Si stenta sempre a capire chi sia questo fantomatico Babadook, se la sua essenza possa travalicare lo sguardo di Samuel. Ci si chiede se è uno di quei mostri che si palesano solo ai bambini almeno finché non appare chiaro anche ad Amelia che ci sia qualcosa che non va, eppure si rischia sempre di setacciare ogni vicenda con il viscido occhio della malattia mentale poiché la protagonista è profondamente depressa e suo figlio appare tutt’altro che normale. Su questo non ci piove, così come non ci sono dubbi sul fatto che la messinscena psicologica è un supporto vitale per esasperare la paura.
Una paura che si avviluppa attorno alle sensazioni dei personaggi, usandole a proprio piacimento per dare forma fisica al mostro. La stessa paura che viene materializzata ed estrapolata per poi essere finalmente ingabbiata e guardata in faccia, conservata nel sottoscala per non essere esaminata da occhi indiscreti e allo stesso tempo per essere a portata di mano.
Il film si giostra su un gioco di vuoti e pieni che non riescono a trovare il perfetto equilibrio per permettere ad Amelia e Samuel di vivere una vita normale: né felice né triste, semplicemente normale. Amelia tende perennemente a sottolineare le sue mancanze di donna, sottolineando con il suo modus operandi quanto baratterebbe volentieri il figlio col marito defunto. La mancanza fisica di un uomo che le sappia stare accanto, un uomo col quale baciarsi, fare l’amore, confrontarsi, le proibisce di sentirsi madre e di adempiere ai suoi compiti, ma le vieta anche di guardare avanti e provare a rifarsi una vita o a ritagliarsi un attimo di felicità. I suo volto è incessantemente triste e teso.
Samuel, invece, si trova a scontrarsi con una mancanza che non riesce a percepire fino in fondo ma che certo crea nella sua duttile personalità dei solchi profondi che trapelano in eccessivi legami e credenze.
Una richiesta esagerata d’affetto che va a collidere con una volontà materna di allontanamento. Amelia tende a chiudersi in se stessa e, se ancora si prende cura del figlio, è solo per una volontà superiore e lucida che riesce a stento a forzare il suo inconscio, la parte oscura e horror dell’essere umano che Jennifer Kent riporta sullo schermo nelle fattezze di Babadook.

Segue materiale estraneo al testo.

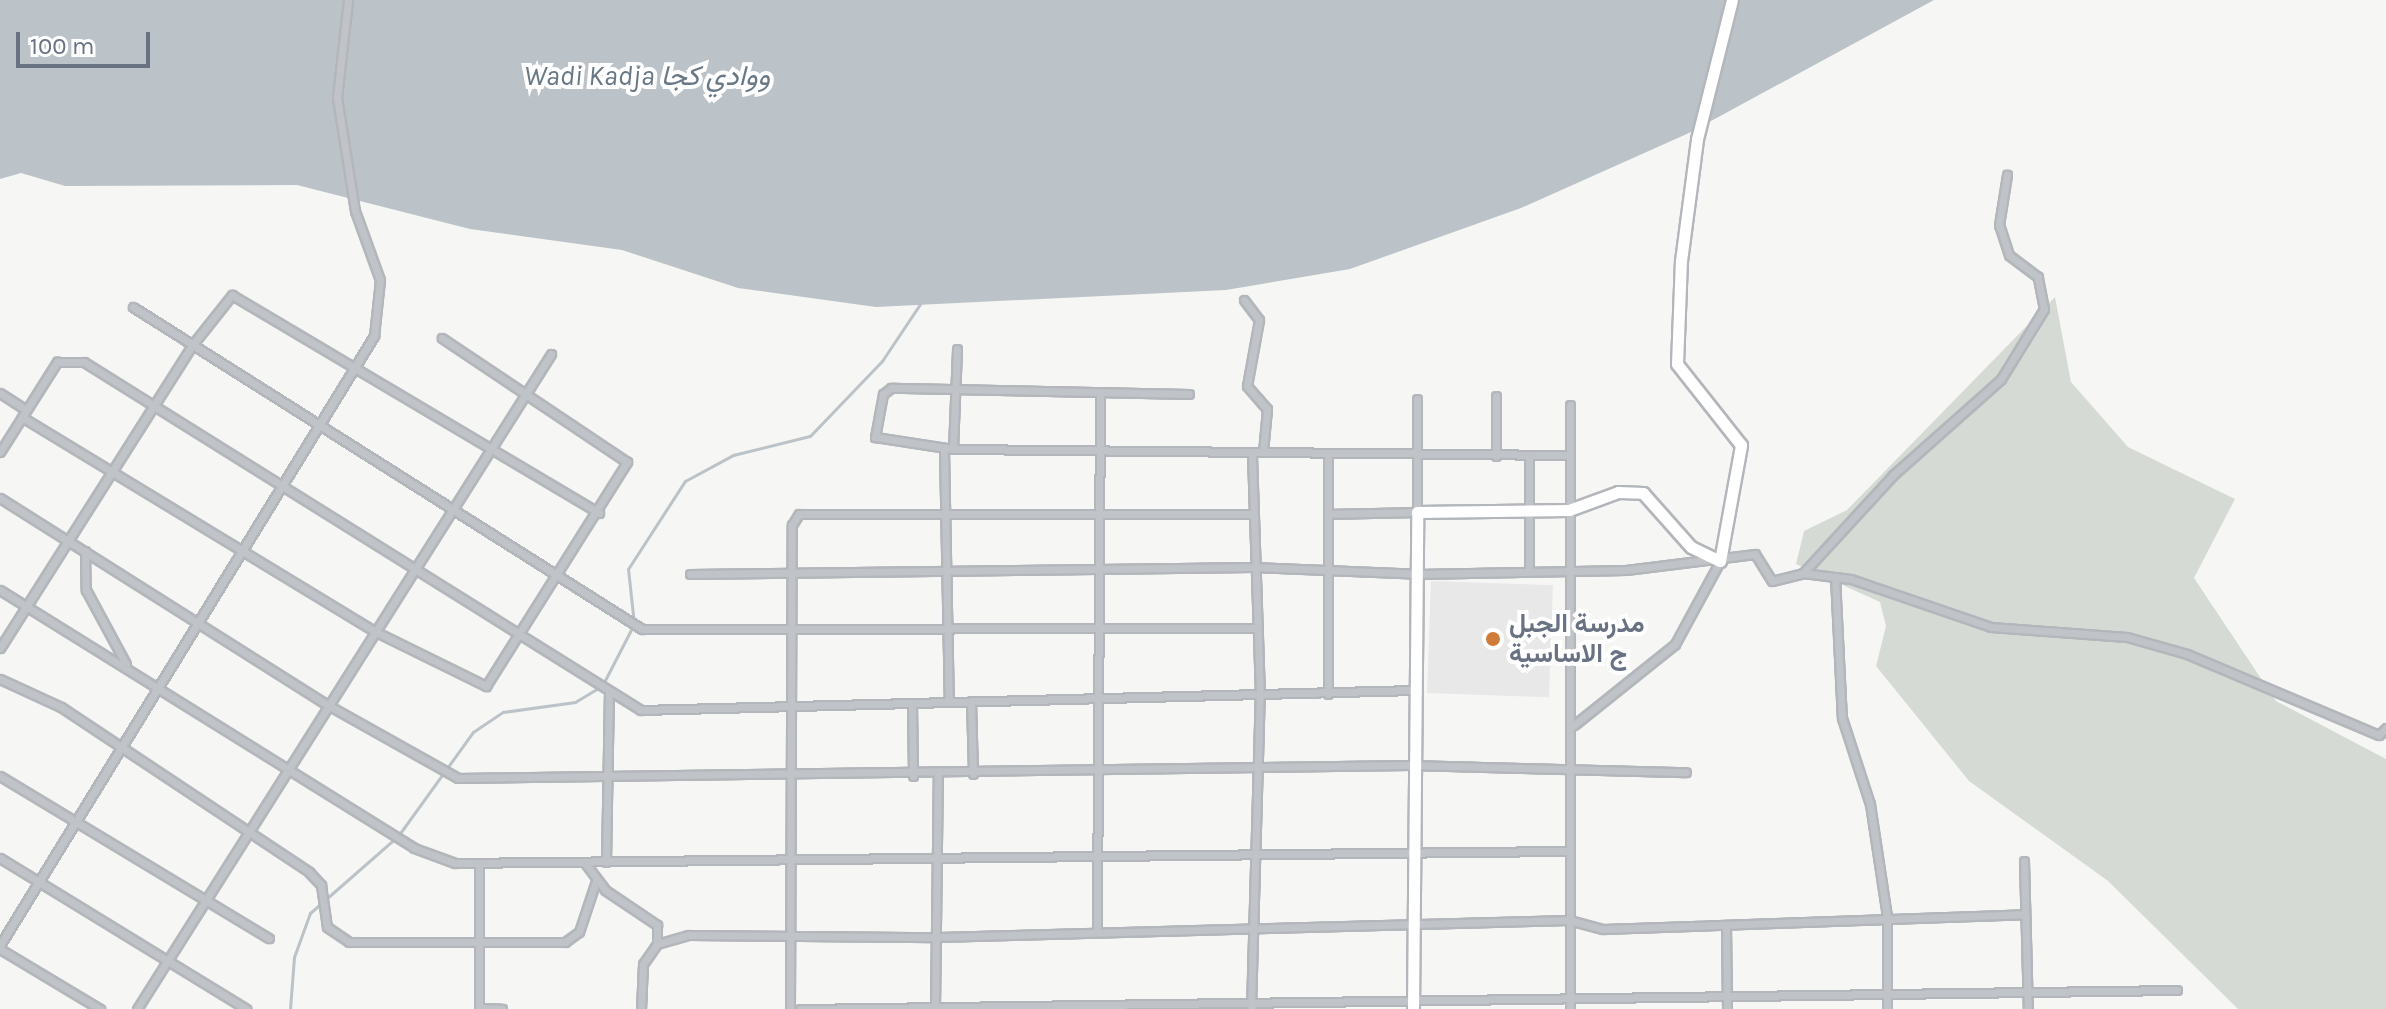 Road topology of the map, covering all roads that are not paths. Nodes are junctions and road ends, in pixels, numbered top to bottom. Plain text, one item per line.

Non a caso, nel momento in cui la protagonista riesce ad affrontare le sue paure e a gridare in faccia al mostro difendendo con le unghie e con i denti il suo bambino, l’essere si indebolisce e si lascia imprigionare. Da quel momento in poi è come se Amelia avesse estratto un tumore da dentro di se per metterlo in bella vista in una boccetta di vetro, a distanza di sicurezza ma forzatamente nel suo raggio d’azione. Dopo questa mossa il mostro non è sparito, semplicemente è stato identificato e adesso è come un animale in gabbia da accudire, nutrire e lasciare in eredità.
Il senso più profondo di Babadook è questo e, se qualcuno di voi si sta chiedendo se questa è una storia vera, possiamo ampiamente rispondere di si; certamente non perché esistono i mostri nelle fattezze rappresentate dalla settimana arte, bensì perché esistono le nostre paure e se non le affrontiamo esse diventano insormontabili esseri che si muovono dentro di noi e, nel momento in cui non riusciamo ad ingabbiarli e istruirli, sono capaci di fagocitare interamente la nostra anima trasformandoci interamente nel mostro che tanto temevamo.